All CLEP Humanities Resources
Example Questions
Example Question #31 : Identifying Titles, Authors, Or Schools Of Fiction
The author of the play The Importance of Being Earnest, the novel The Picture of Dorian Gray, and the lengthy poem The Ballad of Reading Gaol was __________.
Oscar Wilde
Jane Austen
George Eliot
Charles Dickens
Charlotte Bronte
Oscar Wilde
Oscar Wilde was the literary sensation of 1890s European society, an Irishman who wrote in English and French. Wilde was most well known as a playwright, with his 1895 work The Importance of Being Earnest considered his masterpiece. Previously, though, Wilde wrote the 1890 bestselling novel The Picture of Dorian Gray, and after spending time in prison on morals charges, wrote the long poem The Ballad of Reading Gaol in 1898.
Example Question #8 : Identifying Titles, Authors, Or Schools Of Nineteenth Century Fiction
Which of the following books was not written by Jane Austen?
Emma
Jane Eyre
Northanger Abbey
Pride and Prejudice
Sense and Sensibility
Jane Eyre
Jane Austen was England's most popular and influential novelist in the early part of the nineteenth century. Her stories focused on romantic intrigue and also commented on social mores, women's status, and society. In a similar vein, but written years after Austen's death and more in the Gothic tradition, was Charlotte Bronte's 1847 novel Jane Eyre.
Example Question #9 : Identifying Titles, Authors, Or Schools Of Nineteenth Century Fiction
Who wrote the novel Frankenstein?
Oscar Wilde
Edward Saïd
Mary Shelley
Jane Austen
Lord Byron
Mary Shelley
Mary Shelley wrote Frankenstein in 1818.
Example Question #10 : Identifying Titles, Authors, Or Schools Of Nineteenth Century Fiction
Sense and Sensibility, Pride and Prejudice, and Emma were written by which author?
Mary Wollstonecraft
Oscar Wilde
Ernest Hemingway
Jane Austen
Mary Shelley
Jane Austen
Jane Austen is the author of these novels.

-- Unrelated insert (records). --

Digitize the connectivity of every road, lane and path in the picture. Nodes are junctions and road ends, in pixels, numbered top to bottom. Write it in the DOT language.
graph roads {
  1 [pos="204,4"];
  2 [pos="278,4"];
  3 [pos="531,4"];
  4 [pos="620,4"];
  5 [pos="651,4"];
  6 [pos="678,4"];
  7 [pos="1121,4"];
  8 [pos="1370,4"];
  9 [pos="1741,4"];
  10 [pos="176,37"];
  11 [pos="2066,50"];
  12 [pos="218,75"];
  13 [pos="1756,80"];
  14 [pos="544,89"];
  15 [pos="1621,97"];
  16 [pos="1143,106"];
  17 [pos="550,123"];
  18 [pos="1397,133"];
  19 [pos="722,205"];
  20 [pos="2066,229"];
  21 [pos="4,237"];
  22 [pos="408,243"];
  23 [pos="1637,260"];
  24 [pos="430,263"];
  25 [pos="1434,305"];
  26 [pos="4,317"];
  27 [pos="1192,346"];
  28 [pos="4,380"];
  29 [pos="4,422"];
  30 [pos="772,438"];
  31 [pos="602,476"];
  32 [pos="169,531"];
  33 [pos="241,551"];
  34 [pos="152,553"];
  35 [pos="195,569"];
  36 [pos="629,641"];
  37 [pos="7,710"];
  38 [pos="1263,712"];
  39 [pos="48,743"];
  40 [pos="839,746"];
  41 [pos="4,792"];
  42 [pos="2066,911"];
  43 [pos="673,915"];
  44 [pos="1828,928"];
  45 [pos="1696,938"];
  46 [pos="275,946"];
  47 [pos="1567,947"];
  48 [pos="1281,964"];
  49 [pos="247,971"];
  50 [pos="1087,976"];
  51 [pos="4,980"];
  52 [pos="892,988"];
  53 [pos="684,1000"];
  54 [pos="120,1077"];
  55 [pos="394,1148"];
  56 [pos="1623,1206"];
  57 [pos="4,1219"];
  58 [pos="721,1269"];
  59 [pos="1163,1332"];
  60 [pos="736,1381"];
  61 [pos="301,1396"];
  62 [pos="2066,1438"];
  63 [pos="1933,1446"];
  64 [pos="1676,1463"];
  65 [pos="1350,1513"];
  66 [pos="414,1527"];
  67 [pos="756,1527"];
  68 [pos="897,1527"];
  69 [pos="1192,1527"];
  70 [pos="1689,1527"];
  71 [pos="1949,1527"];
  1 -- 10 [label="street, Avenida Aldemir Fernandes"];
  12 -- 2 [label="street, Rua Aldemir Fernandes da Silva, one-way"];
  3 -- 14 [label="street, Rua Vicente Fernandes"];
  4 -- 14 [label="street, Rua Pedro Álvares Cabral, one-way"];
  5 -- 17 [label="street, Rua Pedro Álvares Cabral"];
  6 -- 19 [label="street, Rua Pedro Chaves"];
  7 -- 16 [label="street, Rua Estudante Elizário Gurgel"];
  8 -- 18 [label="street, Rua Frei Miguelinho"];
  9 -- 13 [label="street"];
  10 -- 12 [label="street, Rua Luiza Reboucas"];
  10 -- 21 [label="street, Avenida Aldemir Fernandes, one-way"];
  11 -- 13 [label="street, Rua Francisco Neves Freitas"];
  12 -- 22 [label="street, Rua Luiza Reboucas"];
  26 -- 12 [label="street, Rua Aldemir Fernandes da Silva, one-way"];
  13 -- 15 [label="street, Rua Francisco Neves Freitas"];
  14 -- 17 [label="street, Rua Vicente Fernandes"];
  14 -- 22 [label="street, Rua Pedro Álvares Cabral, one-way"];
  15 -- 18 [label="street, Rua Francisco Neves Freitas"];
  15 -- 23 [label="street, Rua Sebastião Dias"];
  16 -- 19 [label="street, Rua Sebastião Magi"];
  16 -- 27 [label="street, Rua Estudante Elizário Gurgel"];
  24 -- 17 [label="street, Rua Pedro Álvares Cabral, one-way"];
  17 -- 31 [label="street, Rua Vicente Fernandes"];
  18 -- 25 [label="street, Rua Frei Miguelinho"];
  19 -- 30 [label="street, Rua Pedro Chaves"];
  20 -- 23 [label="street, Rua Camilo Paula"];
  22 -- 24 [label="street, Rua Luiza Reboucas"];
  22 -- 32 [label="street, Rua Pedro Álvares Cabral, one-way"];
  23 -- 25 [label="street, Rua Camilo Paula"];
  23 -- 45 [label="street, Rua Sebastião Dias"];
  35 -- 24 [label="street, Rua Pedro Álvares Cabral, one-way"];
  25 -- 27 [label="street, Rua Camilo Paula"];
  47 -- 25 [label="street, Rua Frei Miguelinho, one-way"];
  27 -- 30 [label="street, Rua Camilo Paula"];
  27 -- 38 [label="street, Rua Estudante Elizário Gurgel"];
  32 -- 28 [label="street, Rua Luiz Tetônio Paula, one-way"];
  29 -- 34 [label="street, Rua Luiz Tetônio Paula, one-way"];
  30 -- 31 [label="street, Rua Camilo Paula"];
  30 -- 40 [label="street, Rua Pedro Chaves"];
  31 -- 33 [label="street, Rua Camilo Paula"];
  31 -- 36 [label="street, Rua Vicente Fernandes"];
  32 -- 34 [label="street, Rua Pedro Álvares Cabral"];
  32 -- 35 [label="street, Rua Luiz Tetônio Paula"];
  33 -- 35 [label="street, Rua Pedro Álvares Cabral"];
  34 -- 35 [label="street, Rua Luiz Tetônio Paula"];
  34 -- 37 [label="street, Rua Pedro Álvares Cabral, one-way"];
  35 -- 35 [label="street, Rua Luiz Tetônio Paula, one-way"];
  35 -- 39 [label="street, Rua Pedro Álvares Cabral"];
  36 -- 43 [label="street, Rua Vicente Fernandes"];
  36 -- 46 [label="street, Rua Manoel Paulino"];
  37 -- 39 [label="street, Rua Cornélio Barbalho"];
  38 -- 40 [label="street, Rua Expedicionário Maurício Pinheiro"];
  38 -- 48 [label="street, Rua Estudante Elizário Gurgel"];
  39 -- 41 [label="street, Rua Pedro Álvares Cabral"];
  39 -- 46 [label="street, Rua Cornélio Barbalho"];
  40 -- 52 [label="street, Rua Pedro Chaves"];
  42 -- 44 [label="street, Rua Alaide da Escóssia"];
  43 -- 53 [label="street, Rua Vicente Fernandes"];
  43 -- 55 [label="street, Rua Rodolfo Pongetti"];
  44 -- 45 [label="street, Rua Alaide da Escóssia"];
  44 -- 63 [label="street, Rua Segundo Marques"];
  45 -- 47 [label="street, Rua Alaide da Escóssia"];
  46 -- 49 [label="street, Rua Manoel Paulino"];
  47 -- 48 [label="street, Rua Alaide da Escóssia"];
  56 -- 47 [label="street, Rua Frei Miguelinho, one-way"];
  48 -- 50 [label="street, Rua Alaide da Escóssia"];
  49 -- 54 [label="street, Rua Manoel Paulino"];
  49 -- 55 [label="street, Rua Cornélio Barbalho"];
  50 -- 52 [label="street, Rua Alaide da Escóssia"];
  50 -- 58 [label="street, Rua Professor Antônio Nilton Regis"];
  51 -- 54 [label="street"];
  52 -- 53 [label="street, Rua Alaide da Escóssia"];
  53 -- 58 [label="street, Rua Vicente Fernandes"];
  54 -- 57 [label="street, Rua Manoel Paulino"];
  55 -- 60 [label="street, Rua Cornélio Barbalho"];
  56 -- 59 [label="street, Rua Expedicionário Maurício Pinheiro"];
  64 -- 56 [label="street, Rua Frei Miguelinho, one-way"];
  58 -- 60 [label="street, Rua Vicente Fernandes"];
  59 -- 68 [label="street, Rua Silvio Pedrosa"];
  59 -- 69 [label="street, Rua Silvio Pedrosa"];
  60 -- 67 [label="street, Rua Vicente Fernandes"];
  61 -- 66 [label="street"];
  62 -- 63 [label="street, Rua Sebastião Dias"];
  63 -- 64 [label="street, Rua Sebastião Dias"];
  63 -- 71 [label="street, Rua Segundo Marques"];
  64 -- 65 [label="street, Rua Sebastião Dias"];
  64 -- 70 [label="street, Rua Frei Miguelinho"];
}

Example Question #32 : Identifying Titles, Authors, Or Schools Of Fiction
Which French novelist was the author of the 1856 novel Madame Bovary?
Stendhal
Victor Hugo
Alexandre Dumas
Gustave Flaubert
Jules Verne
Gustave Flaubert
Madame Bovary was Gustave Flaubert's debut novel and wildly controversial upon its initial publication. Flaubert's novel tells the tale of a doctor's wife who conducts a number of scandalous affairs. While the plot was simple and straightforward, the book was filled with small patterns and perfectly constructed sentences, fitting Flaubert's quest to find "le mot juste," or the perfect word.
Example Question #33 : Identifying Titles, Authors, Or Schools Of Fiction
Which of the following is NOT a work of Gothic fiction?
The Castle of Otranto
The Fall of the House of Usher
Frankenstein
Dracula
Great Expectations
Great Expectations
Gothic fiction was a development of the Romantic movement, and relied on a Gothic castle setting, horror elements, and sweeping plots. All of those features are present in all of the answer choices, except for Charles Dickens' Great Expectations. While Dickens was influenced by Gothic fiction, his work departed from it in focusing on everyday people's lives, and using almost no horror elements.
Example Question #34 : Identifying Titles, Authors, Or Schools Of Fiction
Which American novel portrays the main character viewing his own funeral as part of a practical joke?
The Age of Innocence
The Turn of the Screw
Catcher in the Rye
Sister Carrie
The Adventures of Tom Sawyer
The Adventures of Tom Sawyer
Mark Twain's The Adventures of Tom Sawyer, published in 1876, details the life of a young boy growing up on the Mississippi River. At one point, Tom Sawyer and his friend Huckleberry Finn run off and make the town think they are dead, which leads to Tom witnessing his own funeral. Tom Sawyer also appears in Twain's 1884 The Adventures of Huckleberry Finn.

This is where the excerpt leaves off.